The Time is Now
One of my biggest frustrations during the past two years was the hopelessness that weakens Guineans. The idea that God has ultimate control reached a new level here and thus left man powerless. There was a lack of courage, desire, and willfulness to take charge of lives--to act rather than being acted upon. Day in and day out I heard complaints and criticism about the low standard of living primarily due to poor governance and corruption (Guinea and Iraq are tied second for the most corrupt countries in the world). The conversation almost always turned to la souffrance. In the taxi--c'est la souffrance. At the market--La souffrance. On the street, at work, at home, drinking café toujours--La souffrance! Ehh La Suffrance! Waving their arms helplessly, they shouted My God, my God why hast thou forsaken us!?!

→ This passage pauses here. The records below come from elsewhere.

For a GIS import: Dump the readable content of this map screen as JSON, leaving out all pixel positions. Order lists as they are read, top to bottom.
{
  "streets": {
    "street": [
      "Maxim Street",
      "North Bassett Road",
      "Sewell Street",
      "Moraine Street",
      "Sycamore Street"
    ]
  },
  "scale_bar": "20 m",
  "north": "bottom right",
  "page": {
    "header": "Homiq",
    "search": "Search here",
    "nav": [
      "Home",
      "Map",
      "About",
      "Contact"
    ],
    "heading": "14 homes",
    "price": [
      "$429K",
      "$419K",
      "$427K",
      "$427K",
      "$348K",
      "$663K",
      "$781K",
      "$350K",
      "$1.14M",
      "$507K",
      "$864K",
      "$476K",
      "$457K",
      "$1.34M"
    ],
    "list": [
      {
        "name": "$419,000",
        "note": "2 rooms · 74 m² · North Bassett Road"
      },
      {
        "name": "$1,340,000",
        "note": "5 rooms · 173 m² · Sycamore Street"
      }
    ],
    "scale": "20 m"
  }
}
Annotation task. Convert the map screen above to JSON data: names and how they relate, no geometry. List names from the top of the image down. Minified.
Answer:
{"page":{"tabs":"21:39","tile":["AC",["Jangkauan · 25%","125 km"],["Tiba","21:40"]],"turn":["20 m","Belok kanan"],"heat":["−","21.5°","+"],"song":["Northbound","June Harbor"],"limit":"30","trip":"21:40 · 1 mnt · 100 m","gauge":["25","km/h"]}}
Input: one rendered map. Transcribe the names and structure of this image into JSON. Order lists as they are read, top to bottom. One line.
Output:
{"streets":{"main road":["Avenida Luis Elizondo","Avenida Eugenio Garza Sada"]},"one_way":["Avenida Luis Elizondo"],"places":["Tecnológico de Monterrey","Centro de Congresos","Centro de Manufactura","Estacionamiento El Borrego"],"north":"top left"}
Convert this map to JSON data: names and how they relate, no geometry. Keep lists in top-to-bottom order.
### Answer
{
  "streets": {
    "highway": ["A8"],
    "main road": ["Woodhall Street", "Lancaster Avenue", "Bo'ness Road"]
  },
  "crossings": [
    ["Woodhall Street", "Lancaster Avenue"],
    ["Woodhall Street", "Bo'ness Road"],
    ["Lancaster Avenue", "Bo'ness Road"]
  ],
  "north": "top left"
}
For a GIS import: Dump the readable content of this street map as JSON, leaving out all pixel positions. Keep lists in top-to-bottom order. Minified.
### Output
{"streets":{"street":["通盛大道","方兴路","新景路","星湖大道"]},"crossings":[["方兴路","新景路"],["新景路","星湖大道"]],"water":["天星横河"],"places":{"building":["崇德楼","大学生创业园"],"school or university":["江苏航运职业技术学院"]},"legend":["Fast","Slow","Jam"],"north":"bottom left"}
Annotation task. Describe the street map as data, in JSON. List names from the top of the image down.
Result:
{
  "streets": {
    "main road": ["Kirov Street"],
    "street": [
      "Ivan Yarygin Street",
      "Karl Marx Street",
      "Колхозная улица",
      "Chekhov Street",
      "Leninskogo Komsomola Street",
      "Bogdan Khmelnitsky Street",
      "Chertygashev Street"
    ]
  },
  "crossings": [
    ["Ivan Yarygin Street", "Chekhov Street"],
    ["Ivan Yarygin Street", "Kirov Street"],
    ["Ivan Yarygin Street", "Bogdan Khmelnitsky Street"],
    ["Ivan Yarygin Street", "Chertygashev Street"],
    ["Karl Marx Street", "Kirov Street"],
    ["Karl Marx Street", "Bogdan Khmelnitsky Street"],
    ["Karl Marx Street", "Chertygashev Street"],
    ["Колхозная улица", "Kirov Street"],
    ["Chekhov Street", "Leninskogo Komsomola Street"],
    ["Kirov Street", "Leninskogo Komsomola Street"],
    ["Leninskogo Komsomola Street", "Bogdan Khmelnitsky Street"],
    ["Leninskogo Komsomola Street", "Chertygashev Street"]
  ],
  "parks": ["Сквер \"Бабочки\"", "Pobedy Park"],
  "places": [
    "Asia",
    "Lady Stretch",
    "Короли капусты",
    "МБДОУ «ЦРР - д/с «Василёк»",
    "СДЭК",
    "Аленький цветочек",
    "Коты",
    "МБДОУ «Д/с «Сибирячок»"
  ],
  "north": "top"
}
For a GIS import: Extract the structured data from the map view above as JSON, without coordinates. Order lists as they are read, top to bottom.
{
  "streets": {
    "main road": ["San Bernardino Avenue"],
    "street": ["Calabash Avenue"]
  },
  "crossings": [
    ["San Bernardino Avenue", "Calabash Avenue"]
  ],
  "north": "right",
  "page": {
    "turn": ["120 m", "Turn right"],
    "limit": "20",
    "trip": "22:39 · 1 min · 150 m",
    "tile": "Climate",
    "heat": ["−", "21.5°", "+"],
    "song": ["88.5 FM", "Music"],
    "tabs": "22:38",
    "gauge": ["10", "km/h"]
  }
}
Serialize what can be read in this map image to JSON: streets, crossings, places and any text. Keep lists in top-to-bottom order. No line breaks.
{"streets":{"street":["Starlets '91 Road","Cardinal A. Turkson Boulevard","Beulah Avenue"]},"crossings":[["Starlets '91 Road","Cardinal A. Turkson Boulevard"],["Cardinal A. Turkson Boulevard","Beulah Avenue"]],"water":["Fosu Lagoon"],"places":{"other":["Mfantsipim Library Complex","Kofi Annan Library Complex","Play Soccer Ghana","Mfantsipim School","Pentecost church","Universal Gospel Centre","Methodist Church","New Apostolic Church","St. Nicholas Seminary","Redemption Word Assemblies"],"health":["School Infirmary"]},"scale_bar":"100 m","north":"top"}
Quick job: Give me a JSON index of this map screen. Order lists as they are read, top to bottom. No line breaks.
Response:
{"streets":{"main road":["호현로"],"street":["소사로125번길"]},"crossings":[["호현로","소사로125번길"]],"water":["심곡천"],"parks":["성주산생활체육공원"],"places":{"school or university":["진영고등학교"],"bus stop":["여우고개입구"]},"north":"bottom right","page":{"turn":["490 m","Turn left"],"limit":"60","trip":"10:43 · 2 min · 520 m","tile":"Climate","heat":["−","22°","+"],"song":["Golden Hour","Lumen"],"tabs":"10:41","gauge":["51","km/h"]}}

Ok a bit over dramatic I realize, but you get the idea.
Although convinced that only a grand revolution would set them free, no one was ready to make that sacrifice. They sat under the mango tree sipping tea waiting for God to change their lives. A wise(but not always right)friend told me:
"Melinda, Revolutions kill people. Revolutions mean death, suffering, hunger, lost generations and lost opportunities. Successful ones are celebrated. Those that are unsuccessful are condemned. If the time is not right, people will not heed advice [to start a revolution] or they will fail if they do. When the time is right even the sheep and goats will take up arms."
January 2007-- Guinean civilians decided the time was right.
Guinea police clash with strikers
Security forces in Guinea have fired live rounds, rubber bullets and tear gas to disperse protesters on the sixth day of a national strike
Guinea Protests Turn Deadly
Clashes in Guinea between protesters demanding the president's resignation and security forces claimed at least 20 lives and led to dozens of injuries.
Death Toll Rises from Crackdown in Guinea
The death toll from the ongoing strike action in Guinea has risen to at least 60 people. Some protesters who were injured during Monday's security crackdown died in poorly serviced hospitals. Union leaders are continuing the protest while local humanitarian workers are struggling to answer growing needs.
So where am I during all this? Safe and Sound in Niandankoro. Not much going on there; only way I can tell there's a strike is that the school is closed--but that's not extraordinary. I listen to the radio nightly to try and understand what’s happening in the cities. I’m a bit nervous, but I’m reassured that it will be over soon. I believe them too. That is until I receive a note from a neighboring volunteer marked URGENT!! The pit of my stomache grows deeper as I read:
I'm sorry the be the bearer of bad news. A car will be there to pick you up tomorrow. Pack only one bag. We're evacuating...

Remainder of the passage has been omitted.